- Love Object onesheet poster
- Directed by: Robert Parigi
- Written by: Robert Parigi
- Produced by: Lawrence Levy Ed Pressman
- Starring: Desmond Harrington Melissa Sagemiller Rip Torn
- Cinematography: Sidney Sidell
- Edited by: Troy Takaki
- Music by: Nicholas Pike
- Production companies: Lolo Film Visionbox Pictures Base 12 Productions Catapult Films
- Distributed by: ContentFilm Lions Gate Home Entertainment
- Release dates: April 5, 2003 (Philadelphia International Film Festival); February 14, 2004 (limited);
- Running time: 84 minutes
- Country: United States
- Language: English
- Box office: $6,028

= Love Object =

Love Object is a 2003 American horror film written and directed by Robert Parigi. Kenneth (played by Desmond Harrington) is an efficient but socially awkward technical writer who develops an obsessive relationship with Nikki, a realistic sex doll he purchases.

==Plot==
Kenneth Winslow is an extremely shy but knowledgeable technical writer who orders a sex-doll.

He develops a relationship with "Nikki," to the point of talking and even arguing with her. Kenneth begins to display bizarre behavior, and starts to feel stalked by Nikki. Their relationship evolves into a love-hate situation, and at one point he even beats the doll.

At work, Kenneth meets Lisa, a temp, with whom he begins to develop a relationship. Kenneth encourages Lisa to resemble Nikki by cutting her hair the way Nikki has it and wearing the same clothes Nikki has. As his imagined relationship with Nikki becomes more sinister and dominating, Kenneth resorts to cutting up and disposing of the doll.

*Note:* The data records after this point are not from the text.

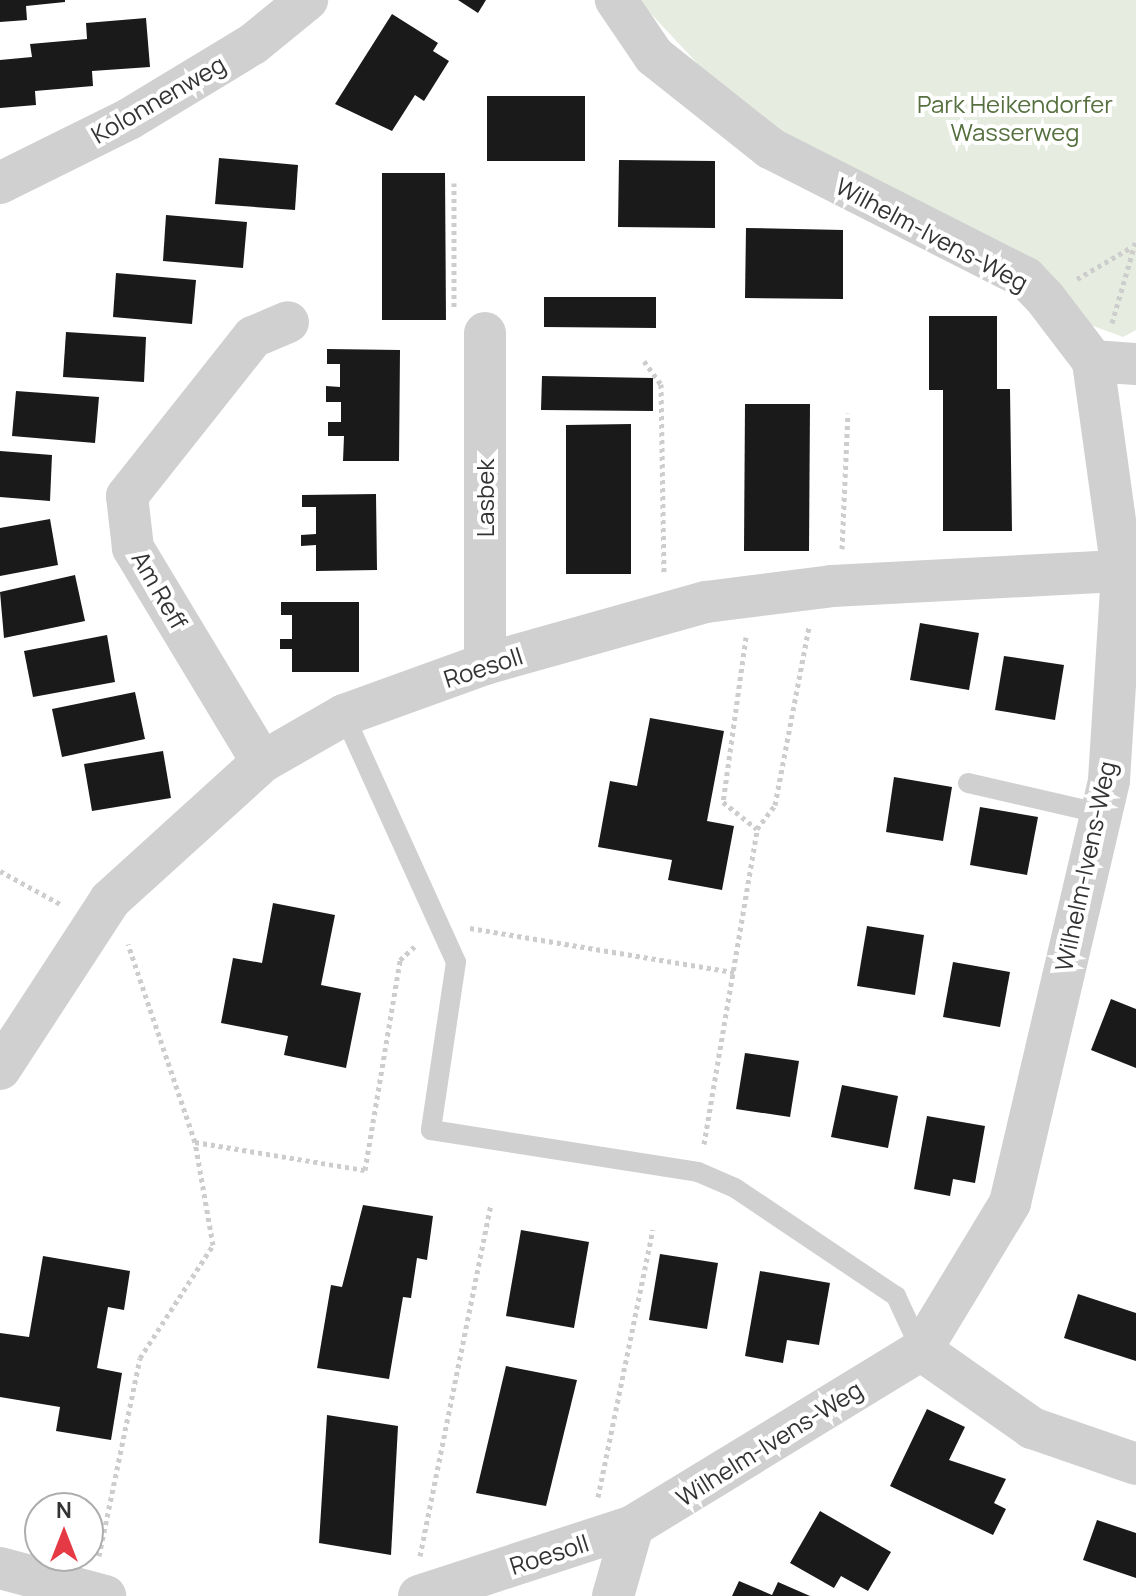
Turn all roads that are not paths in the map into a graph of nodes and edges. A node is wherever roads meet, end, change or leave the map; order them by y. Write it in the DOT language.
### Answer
graph roads {
  1 [pos="307,0"];
  2 [pos="616,0"];
  3 [pos="0,183"];
  4 [pos="288,322"];
  5 [pos="485,333"];
  6 [pos="1093,361"];
  7 [pos="1136,364"];
  8 [pos="1122,571"];
  9 [pos="485,664"];
  10 [pos="344,715"];
  11 [pos="262,762"];
  12 [pos="968,783"];
  13 [pos="1114,795"];
  14 [pos="0,1069"];
  15 [pos="921,1350"];
  16 [pos="1136,1464"];
  17 [pos="633,1526"];
  18 [pos="0,1568"];
  19 [pos="419,1580"];
  20 [pos="98,1595"];
  21 [pos="613,1596"];
  1 -- 3 [label="street, Kolonnenweg"];
  2 -- 6 [label="street, Wilhelm-Ivens-Weg"];
  4 -- 11 [label="street, Am Reff"];
  5 -- 9 [label="street, Lasbek"];
  6 -- 7 [label="street"];
  6 -- 8 [label="street, Wilhelm-Ivens-Weg"];
  8 -- 9 [label="street, Roesoll"];
  8 -- 13 [label="street, Wilhelm-Ivens-Weg"];
  9 -- 10 [label="street, Roesoll"];
  10 -- 11 [label="street, Roesoll"];
  10 -- 15 [label="lane"];
  11 -- 14 [label="street, Roesoll"];
  12 -- 13 [label="lane"];
  13 -- 15 [label="street, Wilhelm-Ivens-Weg"];
  15 -- 16 [label="street"];
  15 -- 17 [label="street, Wilhelm-Ivens-Weg"];
  17 -- 19 [label="street, Roesoll"];
  17 -- 21 [label="street"];
  18 -- 20 [label="street"];
}
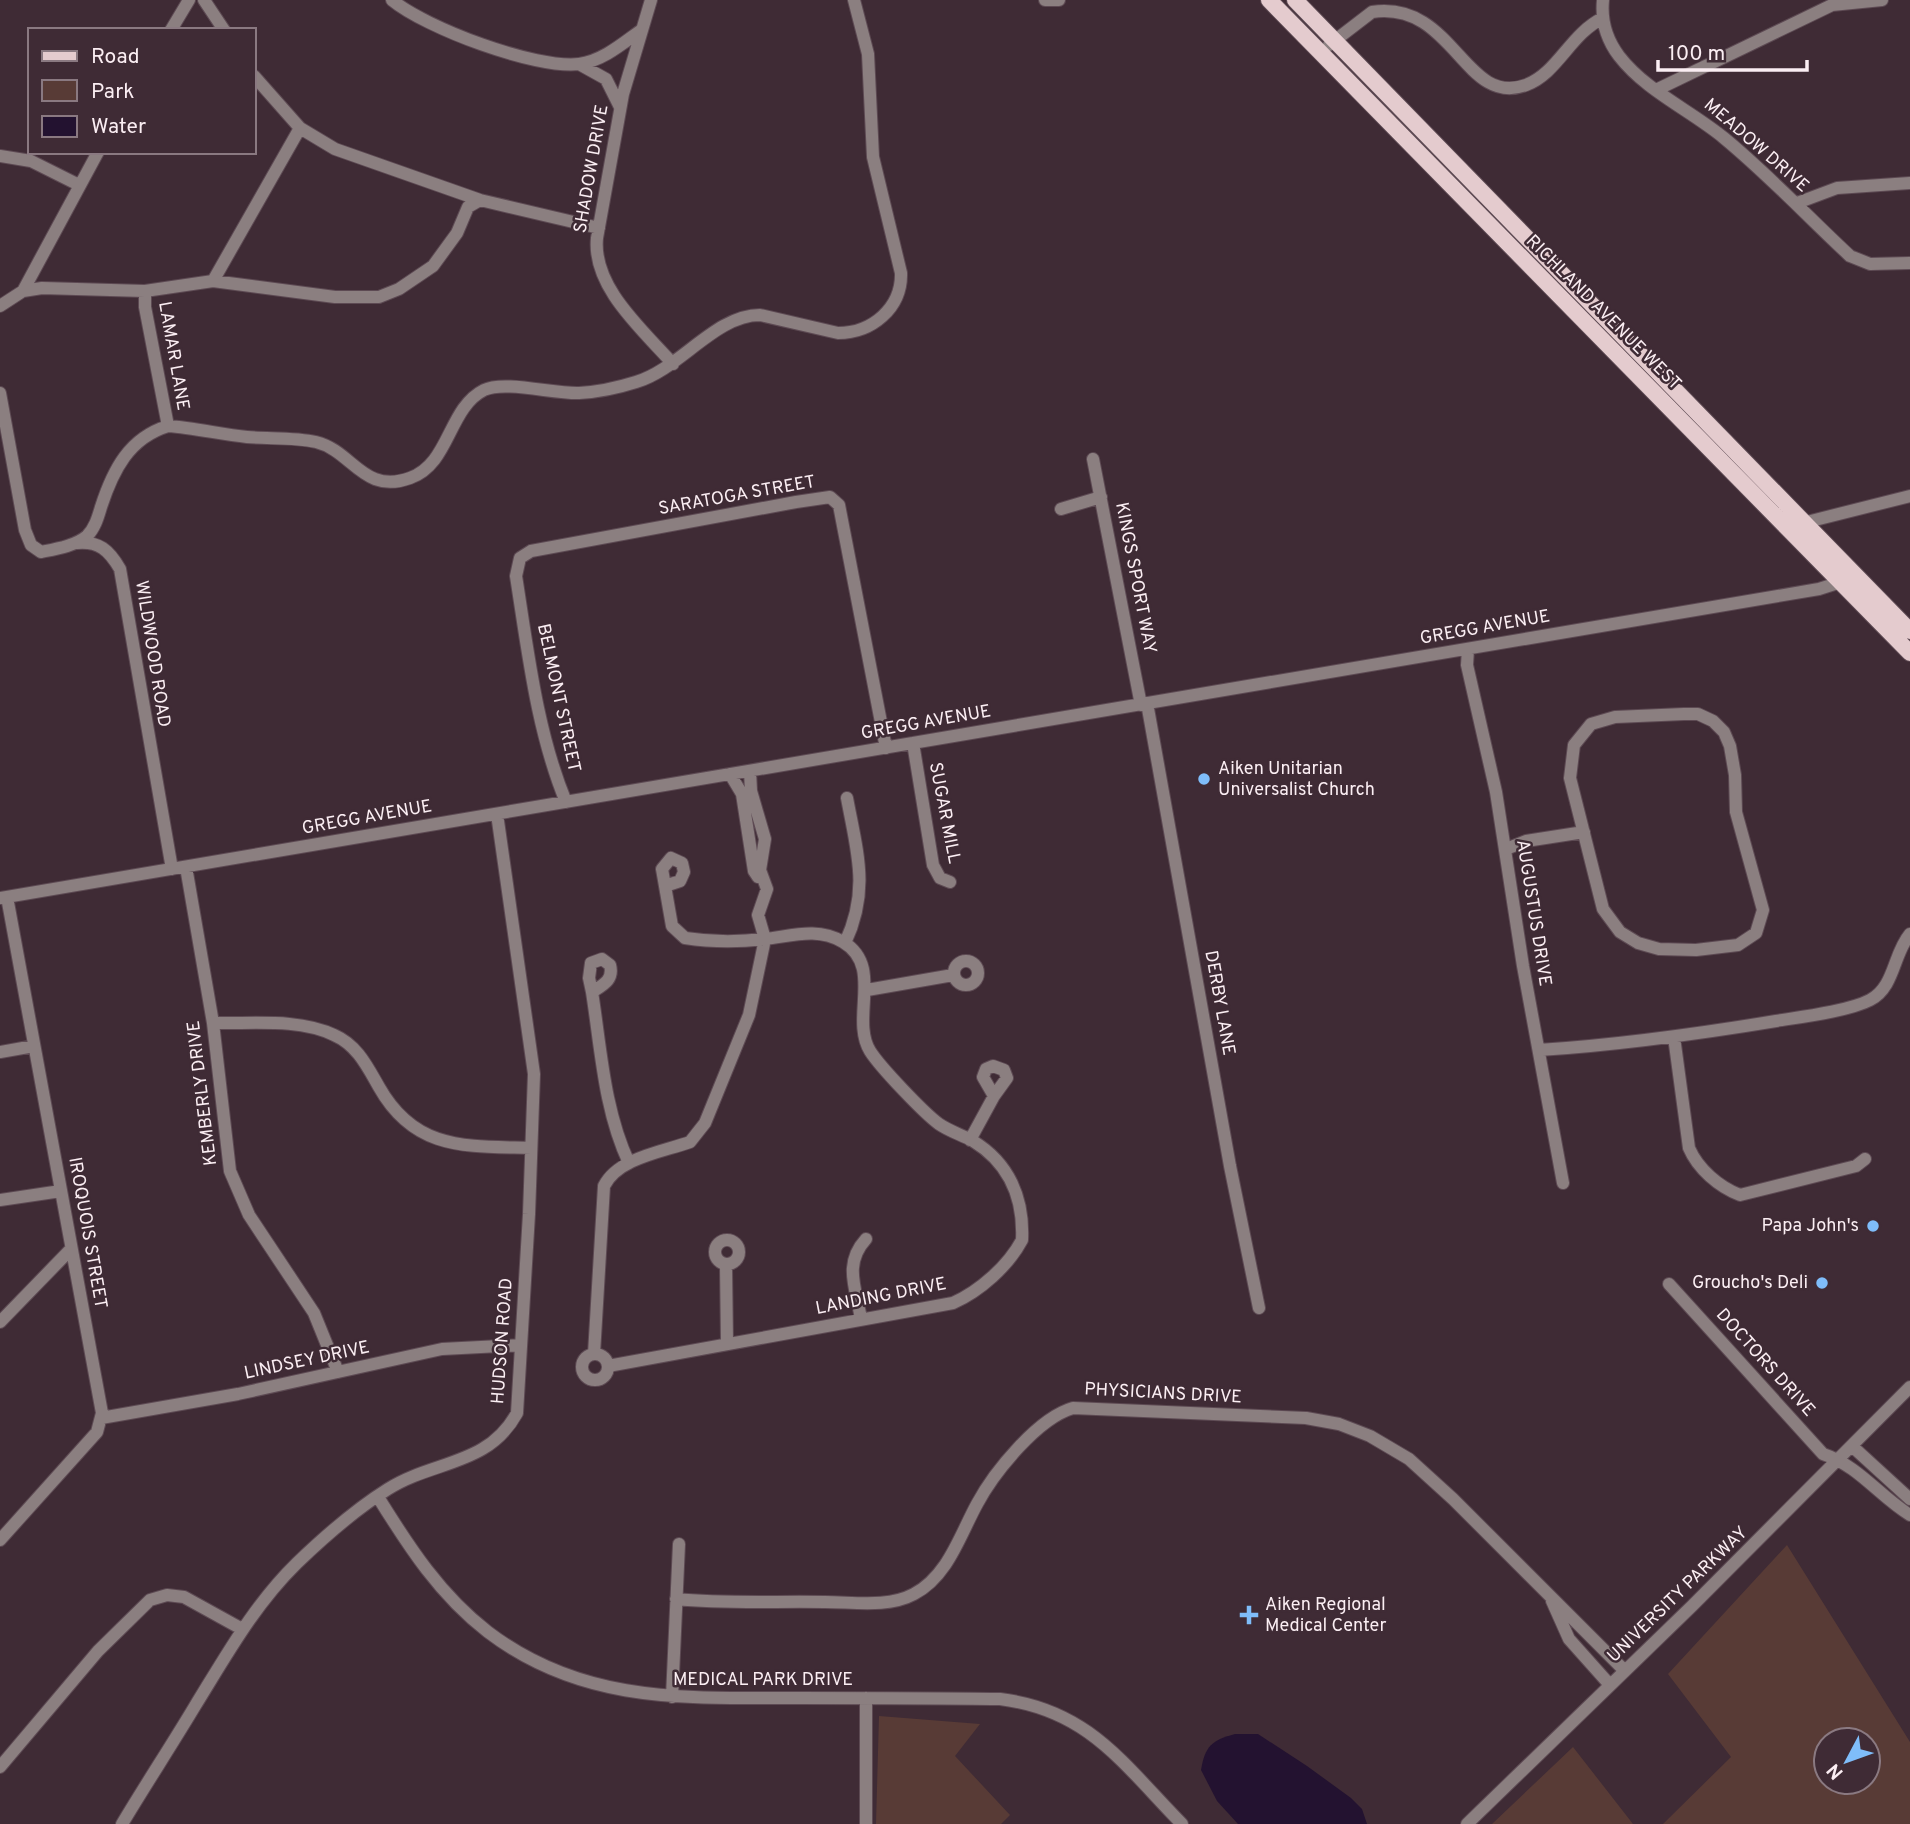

Lisa eventually becomes aware of Nikki's existence, and promptly breaks up with Kenneth. Later, a bound and gagged Lisa is discovered by Kenneth's landlord, and Kenneth bludgeons him with a hammer. Kenneth then begins to transform Lisa into the doll. He dresses her up in Nikki's clothes, straps her down, and begins to replace her blood with embalming fluid.

Lisa manages to escape from her restraints and attacks Kenneth with a small statue, rendering him unconscious. At this point the police arrive, and when they see Lisa over the unconscious Kenneth they shoot her. Lisa, wearing Nikki's clothes, falls dead in the crate Nikki came in, thus completing her transformation. Kenneth is believed to be Lisa's victim, and is not charged with a crime.

Much later, he re-orders another Nikki. While buying flowers for Nikki, he notices the attractive brunette at the floral shop. The viewer is left to assume that Kenneth's obsessive love triangle cycle will start all over again.

==Cast==
- Desmond Harrington as Kenneth Winslow
- Melissa Sagemiller as Lisa Bellmer
- Udo Kier as Radley, the landlord
- Rip Torn as Mr. Novak
- Camille Guaty as cashier at floral shop

==Reception==
On review aggregator website Rotten Tomatoes, the film has an approval rating of 38% based on 24 reviews, with an average rating of 4.8/10.

Marc Savlov of The Austin Chronicle said that "[it f]eels so depressingly vacant that it registers less as a film than as a pointed lesson in what not to do in the wacky world of non-traditional dating".

Carla Meyer of the San Francisco Chronicle wrote "What might have been a commentary on the objectification of women becomes an unrestrained forum for twisted ideas of sexuality".

According to Mark Jenkins of The Washington Post, "The [film is a] sort of clumsy undertaking that trips up everyone and everything in it".

On a contrary, David Sterritt of The Christian Science Monitor said that "Horror fans will find effective shivers", while Elvis Mitchell of The New York Times had praised the director saying that "[he] shows a kinky sense of humor in this brisk low-budget film, and ably creates a smirking menace".